Gauthier rarely meets with the media, but talked on this occasion because he could combine comments on the signing Sunday of defenseman Josh Gorges to a $23.4 million, six-year contract with his annual midseason review.

For the general manager, the club's troubles stem from injuries to veterans such as Brian Gionta and Scott Gomez to sub-par performances from some veteran players.

He didn't name names, but team scoring leader Plekanec (29 points, -10) and sniper Mike Cammalleri (eight goals) have been among the underachievers, while young regulars like Subban and Lars Eller have struggled.

Gomez, Gionta and checking forward Ryan White skated on a side rink and are expected back soon, but Gauthier said defenseman Andrei Markov will not be back before the All-Star break at the end of the month.

Markov, who has yet to play since signing a three-year contract last summer, will have his reconstructed right knee evaluated by doctors this week. Without him, the normally potent Montreal power play has dipped to 29th in the 30-team league with a 12.8 per cent success rate.

"It's a trickle-down effect, because there are people missing and there are veterans not performing as they should, and now there are extra demands placed on young players," Gauthier said. "And if you're going to count on young players to get you out of your problems and if you're getting into slumps, it's going to be very difficult."

He said the team has blown a lot of leads this season due to mistakes by individual players rather than the team's system of play, but added many of the mistakes are made by "young players that are probably overexposed.

"One problem causes another problem and another problem. So we have a lot of work to do to turn this thing around".

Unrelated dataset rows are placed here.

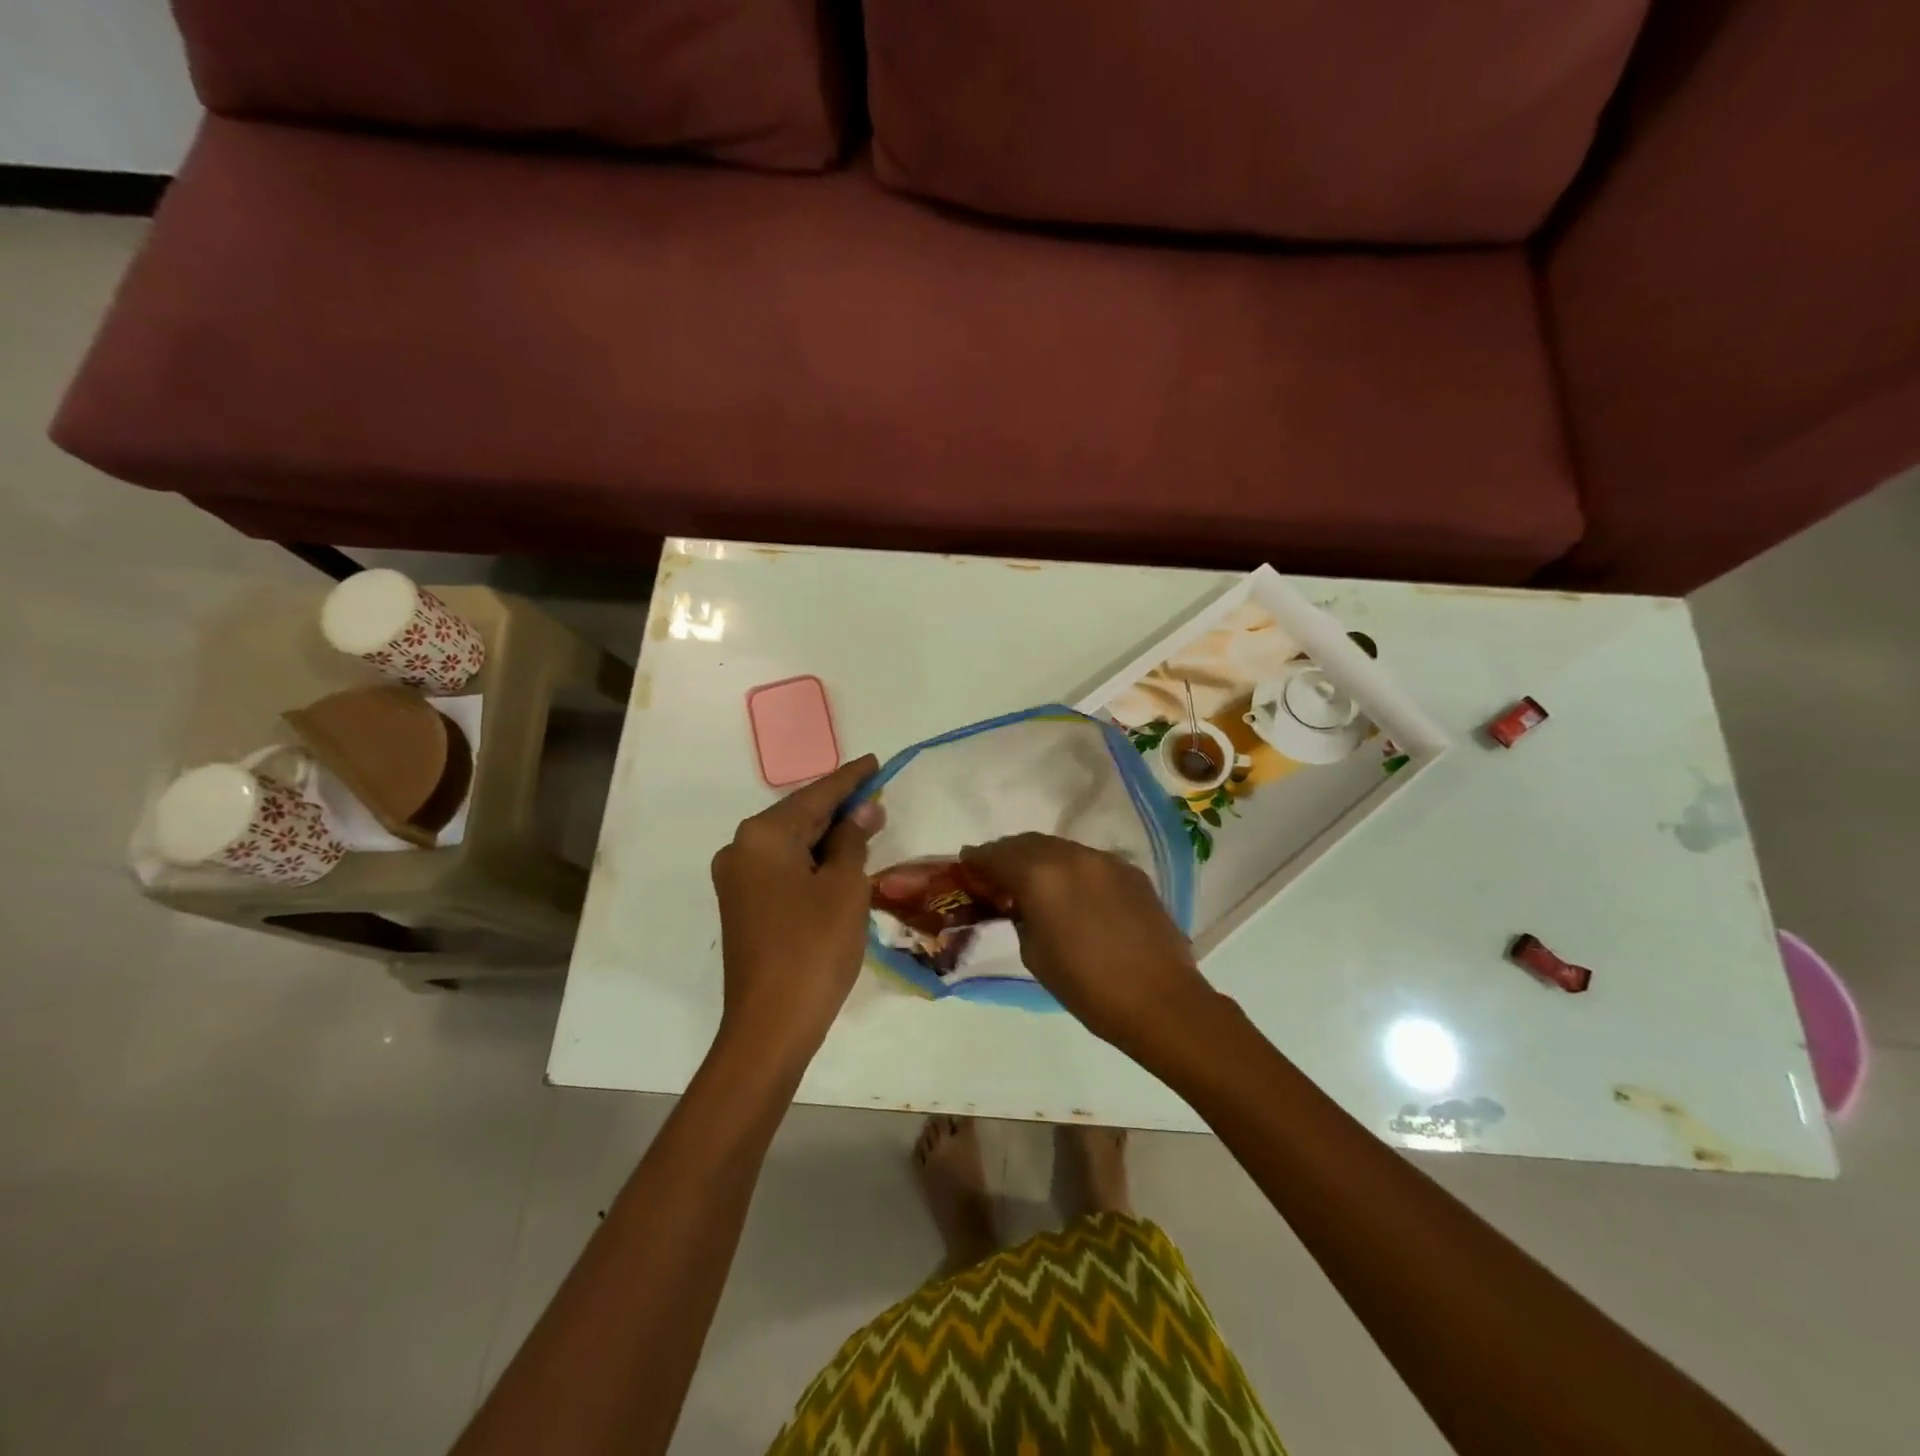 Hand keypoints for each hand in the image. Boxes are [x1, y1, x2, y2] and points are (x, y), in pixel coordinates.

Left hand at [711, 755, 881, 1070]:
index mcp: (763, 835)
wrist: (771, 1024)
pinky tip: (840, 861)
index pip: (816, 795)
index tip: (875, 762)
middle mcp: (741, 848)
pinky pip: (783, 868)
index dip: (850, 779)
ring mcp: (738, 879)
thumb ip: (853, 839)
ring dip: (828, 837)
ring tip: (867, 826)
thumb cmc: (814, 947)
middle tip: (878, 797)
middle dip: (840, 808)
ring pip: (792, 844)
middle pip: (800, 816)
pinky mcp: (744, 905)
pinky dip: (813, 861)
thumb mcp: (845, 886)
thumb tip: (862, 810)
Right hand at [960, 834, 1217, 1050]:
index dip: (978, 859)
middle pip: (1029, 842)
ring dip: (1040, 858)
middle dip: (1008, 853)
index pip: (998, 855)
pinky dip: (1071, 868)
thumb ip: (1021, 916)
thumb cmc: (1086, 986)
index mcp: (1041, 876)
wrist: (1159, 1000)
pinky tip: (1072, 891)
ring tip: (1033, 880)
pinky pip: (1089, 860)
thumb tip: (1020, 902)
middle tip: (996, 873)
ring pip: (1061, 847)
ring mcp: (1105, 860)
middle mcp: (1072, 856)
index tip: (967, 864)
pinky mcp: (1131, 871)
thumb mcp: (1034, 953)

The Canadiens went 1-5-0 on their road trip to fall to eight points out of a playoff position in the Eastern Conference, leaving a steep hill to climb in the second half.

"Yeah we're facing some tough times now, but we have a bright future here," Gorges said. "We have some good young players coming up and I think with the direction the team is trying to head into, there's only good things in the future. This is where I want to be and where I want to stay."